*EXERCISE AIM*:
Pull every line containing the word "Oostendse" out of the material below.

*DATA PROVIDED*:
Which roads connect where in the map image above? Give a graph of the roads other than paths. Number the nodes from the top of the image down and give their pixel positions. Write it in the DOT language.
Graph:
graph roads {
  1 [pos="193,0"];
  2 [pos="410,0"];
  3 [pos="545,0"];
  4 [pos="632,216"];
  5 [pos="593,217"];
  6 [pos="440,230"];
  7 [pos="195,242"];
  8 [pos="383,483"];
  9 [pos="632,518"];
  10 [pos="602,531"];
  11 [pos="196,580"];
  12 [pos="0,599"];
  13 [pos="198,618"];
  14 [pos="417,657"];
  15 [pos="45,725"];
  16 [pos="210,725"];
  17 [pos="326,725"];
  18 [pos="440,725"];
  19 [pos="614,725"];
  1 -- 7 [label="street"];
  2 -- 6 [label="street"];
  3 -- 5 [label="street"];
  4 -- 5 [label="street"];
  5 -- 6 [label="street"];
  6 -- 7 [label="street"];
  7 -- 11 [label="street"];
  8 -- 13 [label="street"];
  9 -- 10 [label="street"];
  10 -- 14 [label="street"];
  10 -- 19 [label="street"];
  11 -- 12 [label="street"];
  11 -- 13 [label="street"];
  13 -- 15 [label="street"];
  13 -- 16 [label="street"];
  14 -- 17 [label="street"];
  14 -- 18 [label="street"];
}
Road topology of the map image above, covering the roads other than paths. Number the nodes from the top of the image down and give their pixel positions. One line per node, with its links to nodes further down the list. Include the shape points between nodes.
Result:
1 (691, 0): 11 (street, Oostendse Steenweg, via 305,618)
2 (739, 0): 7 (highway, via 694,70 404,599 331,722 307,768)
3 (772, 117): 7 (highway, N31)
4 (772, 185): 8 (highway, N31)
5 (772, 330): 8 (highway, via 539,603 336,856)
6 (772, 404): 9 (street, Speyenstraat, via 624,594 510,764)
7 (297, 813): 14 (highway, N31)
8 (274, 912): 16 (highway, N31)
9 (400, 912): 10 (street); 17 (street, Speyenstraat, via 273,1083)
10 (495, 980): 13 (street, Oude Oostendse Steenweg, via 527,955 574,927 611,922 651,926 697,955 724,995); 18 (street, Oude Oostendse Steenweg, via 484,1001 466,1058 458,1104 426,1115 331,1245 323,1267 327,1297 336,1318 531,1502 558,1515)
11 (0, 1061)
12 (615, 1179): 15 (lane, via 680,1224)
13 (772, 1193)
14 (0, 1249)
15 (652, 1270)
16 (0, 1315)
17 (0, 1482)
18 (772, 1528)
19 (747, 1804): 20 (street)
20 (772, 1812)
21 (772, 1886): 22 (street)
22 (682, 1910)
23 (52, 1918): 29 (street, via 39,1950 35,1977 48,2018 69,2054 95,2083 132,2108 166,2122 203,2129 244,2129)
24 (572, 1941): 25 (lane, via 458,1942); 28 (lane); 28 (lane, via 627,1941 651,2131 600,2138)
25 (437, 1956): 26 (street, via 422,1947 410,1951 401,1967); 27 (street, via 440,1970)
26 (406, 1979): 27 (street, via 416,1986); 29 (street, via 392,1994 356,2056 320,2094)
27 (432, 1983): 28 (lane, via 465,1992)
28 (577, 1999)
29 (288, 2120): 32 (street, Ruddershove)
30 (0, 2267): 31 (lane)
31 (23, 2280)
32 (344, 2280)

*EXERCISE SOLUTION*:
1 (691, 0): 11 (street, Oostendse Steenweg, via 305,618)
10 (495, 980): 13 (street, Oude Oostendse Steenweg, via 527,955 574,927 611,922 651,926 697,955 724,995); 18 (street, Oude Oostendse Steenweg, via 484,1001 466,1058 458,1104 426,1115 331,1245 323,1267 327,1297 336,1318 531,1502 558,1515)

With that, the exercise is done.